WHAT IS BEING ASKED – Copy verbatim the block of lines in the entries below whose first line contains "index mcp: (130, 86)" and whose last line contains "middle dip: (190, 121)". Leave out all other lines.

ENTRIES SHOWN –
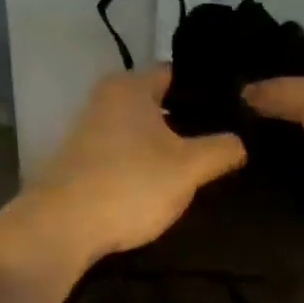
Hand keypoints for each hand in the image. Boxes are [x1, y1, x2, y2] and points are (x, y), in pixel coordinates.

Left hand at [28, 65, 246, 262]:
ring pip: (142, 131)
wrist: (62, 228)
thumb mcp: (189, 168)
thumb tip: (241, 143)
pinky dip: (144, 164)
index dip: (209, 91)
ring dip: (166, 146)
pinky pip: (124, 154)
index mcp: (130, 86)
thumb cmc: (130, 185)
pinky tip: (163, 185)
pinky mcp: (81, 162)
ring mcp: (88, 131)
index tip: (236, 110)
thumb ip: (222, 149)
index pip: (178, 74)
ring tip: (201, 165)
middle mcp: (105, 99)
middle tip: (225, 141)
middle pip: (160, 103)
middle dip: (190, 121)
==
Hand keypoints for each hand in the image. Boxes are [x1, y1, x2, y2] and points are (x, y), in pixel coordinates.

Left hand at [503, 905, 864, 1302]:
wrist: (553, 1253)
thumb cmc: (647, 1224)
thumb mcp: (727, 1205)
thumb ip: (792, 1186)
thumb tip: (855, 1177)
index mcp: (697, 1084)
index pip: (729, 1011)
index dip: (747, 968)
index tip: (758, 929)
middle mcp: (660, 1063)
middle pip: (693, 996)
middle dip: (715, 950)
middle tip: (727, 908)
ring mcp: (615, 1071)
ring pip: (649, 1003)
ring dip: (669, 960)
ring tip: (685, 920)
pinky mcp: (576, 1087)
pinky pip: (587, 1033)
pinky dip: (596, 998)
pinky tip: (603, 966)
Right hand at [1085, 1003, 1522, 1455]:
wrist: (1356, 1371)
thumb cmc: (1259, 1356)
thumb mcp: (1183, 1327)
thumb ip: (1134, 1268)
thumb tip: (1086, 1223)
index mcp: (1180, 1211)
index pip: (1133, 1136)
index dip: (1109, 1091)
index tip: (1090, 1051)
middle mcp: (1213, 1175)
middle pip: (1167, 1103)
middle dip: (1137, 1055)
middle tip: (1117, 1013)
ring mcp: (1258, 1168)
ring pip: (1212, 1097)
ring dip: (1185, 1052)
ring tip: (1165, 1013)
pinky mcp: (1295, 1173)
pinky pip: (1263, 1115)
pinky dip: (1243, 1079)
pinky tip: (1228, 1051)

EXPECTED ANSWER –
index mcp: (130, 86)
thumb cmc: (130, 185)
pinky tip: (163, 185)
pinky mcp: (81, 162)
ring mcp: (88, 131)
index tip: (236, 110)
thumb ip: (222, 149)
index pip: (178, 74)
ring tip: (201, 165)
middle mcp: (105, 99)
middle tip: (225, 141)
middle pip: (160, 103)
middle dip: (190, 121)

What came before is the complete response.